ABOUT THIS EXERCISE: Pick every line from the data below that contains the string "where" and copy it.

START INPUT MATERIAL

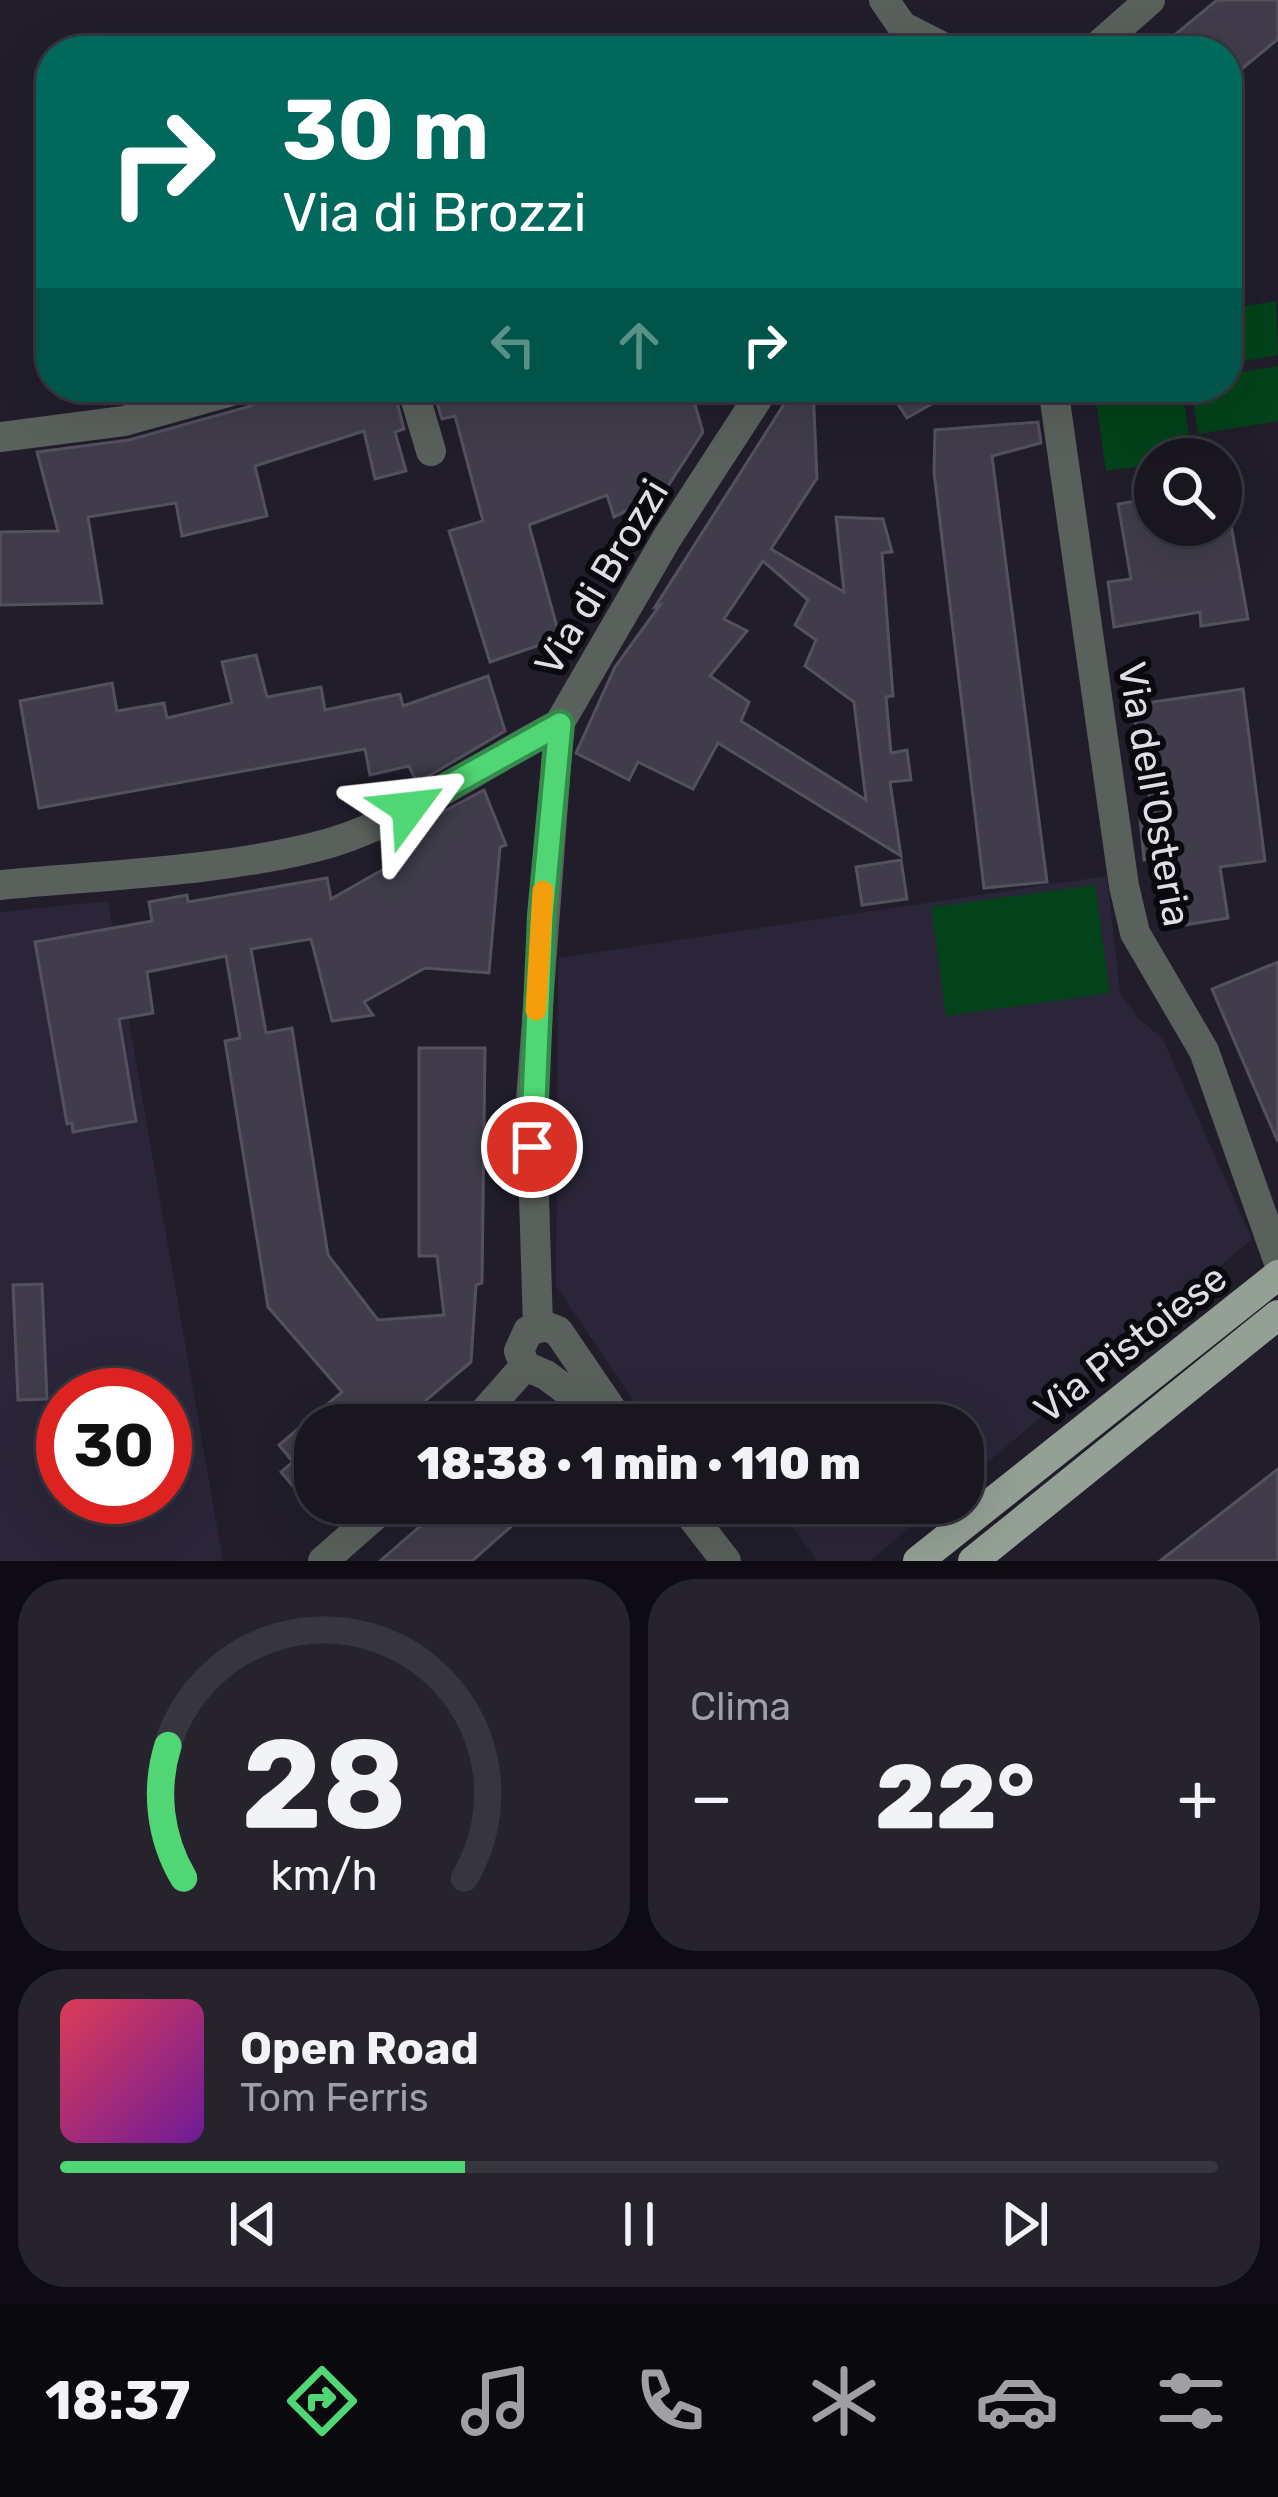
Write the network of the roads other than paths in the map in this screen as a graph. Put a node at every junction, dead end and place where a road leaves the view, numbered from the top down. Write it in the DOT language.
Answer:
graph roads {
  1 [pos="884,0"];
  2 [pos="1150,0"];
  3 [pos="922,36"];
  4 [pos="1109,36"];
  5 [pos="192,402"];
  6 [pos="416,402"];
  7 [pos="755,402"];
  8 [pos="1055,402"];
  9 [pos="0,437"];
  10 [pos="431,452"];
  11 [pos="560,724"];
  12 [pos="0,885"];
  13 [pos="1278,1260"];
  14 [pos="1278,1276"];
  15 [pos="1278,1315"];
  16 [pos="538,1326"];
  17 [pos="568,1349"];
  18 [pos="535,1371"];
  19 [pos="496,1404"];
  20 [pos="585,1404"];
  21 [pos="603,1404"];
  22 [pos="365,1524"];
  23 [pos="697,1524"];
  24 [pos="1004,1550"];
  25 [pos="323,1561"];
  26 [pos="726,1561"];
  27 [pos="918,1561"];
  28 [pos="973,1561"];
  1 -- 3 [label="street"];
  2 -- 4 [label="street"];
  5 -- 9 [label="street"];
  6 -- 10 [label="street"];
  7 -- 11 [label="street, Via di Brozzi"];
  8 -- 13 [label="street, Via dell'Osteria"];
  11 -- 12 [label="street"];
  11 -- 16 [label="street, Via di Brozzi"];
  14 -- 27 [label="main road, Via Pistoiese"];
  15 -- 24 [label="main road, Via Pistoiese"];
  16 -- 17 [label="street"];
  16 -- 18 [label="street, Via di Brozzi"];
  17 -- 18 [label="street, Via di Brozzi"];
  17 -- 21 [label="street"];
  18 -- 19 [label="street, Via di Brozzi"];
  18 -- 20 [label="street"];
  22 -- 25 [label="street"];
  23 -- 26 [label="street"];
  24 -- 28 [label="main road, Via Pistoiese"];
}
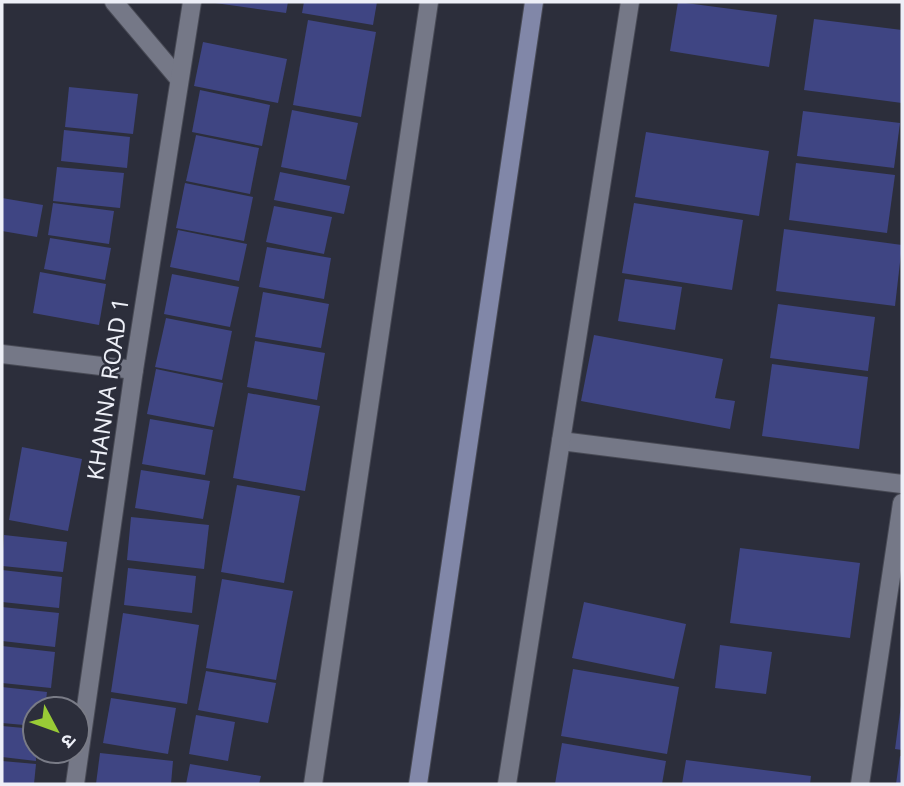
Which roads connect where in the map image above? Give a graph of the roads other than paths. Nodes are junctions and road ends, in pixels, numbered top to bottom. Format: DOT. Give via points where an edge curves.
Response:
graph roads {
  1 [pos="114,2"];
  2 [pos="192,2"];
  3 [pos="429,2"];
  4 [pos="534,2"];
  5 [pos="630,2"];
  6 [pos="179,79"];
  7 [pos="2,354"];
  8 [pos="134,370"];
  9 [pos="561,441"];
  10 [pos="902,484"];
  11 [pos="902,503"];
  12 [pos="75,784"];
  13 [pos="313,784"];
  14 [pos="418,784"];
  15 [pos="507,784"];
  16 [pos="860,784"];
  1 -- 6 [label="street"];
  2 -- 6 [label="street, KHANNA ROAD 1"];
  3 -- 13 [label="street"];
  4 -- 14 [label="street"];
  5 -- 9 [label="street"];
  6 -- 8 [label="street, KHANNA ROAD 1"];
  7 -- 8 [label="street"];
  8 -- 12 [label="street, KHANNA ROAD 1"];
  9 -- 10 [label="street"];
  9 -- 15 [label="street"];
  11 -- 16 [label="street"];
}
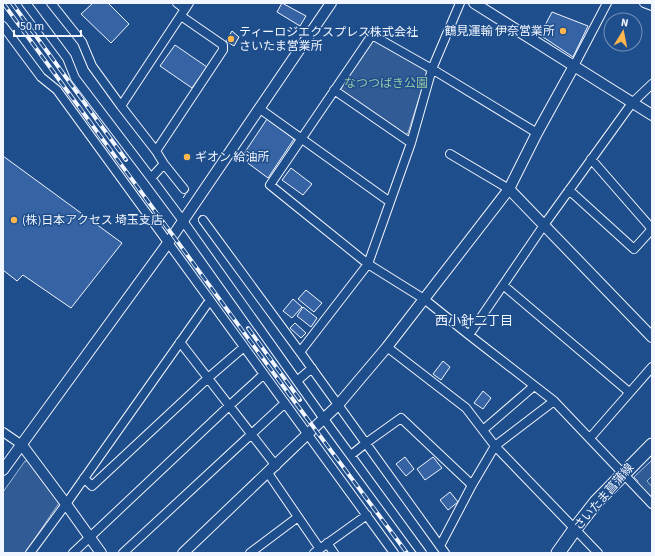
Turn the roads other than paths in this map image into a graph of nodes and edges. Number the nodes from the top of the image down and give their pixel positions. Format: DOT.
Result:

END INPUT MATERIAL

REPLY:
Write the network of the roads other than paths in the map in this screen as a graph. Put a node at every junction, dead end and place where a road leaves the view, numbered from the top down. Write it in the DOT language.
Which roads connect where in the map image above? Give a graph of the roads other than paths. Nodes are junctions and road ends, in pixels, numbered top to bottom. Format: DOT. Give via points where an edge curves.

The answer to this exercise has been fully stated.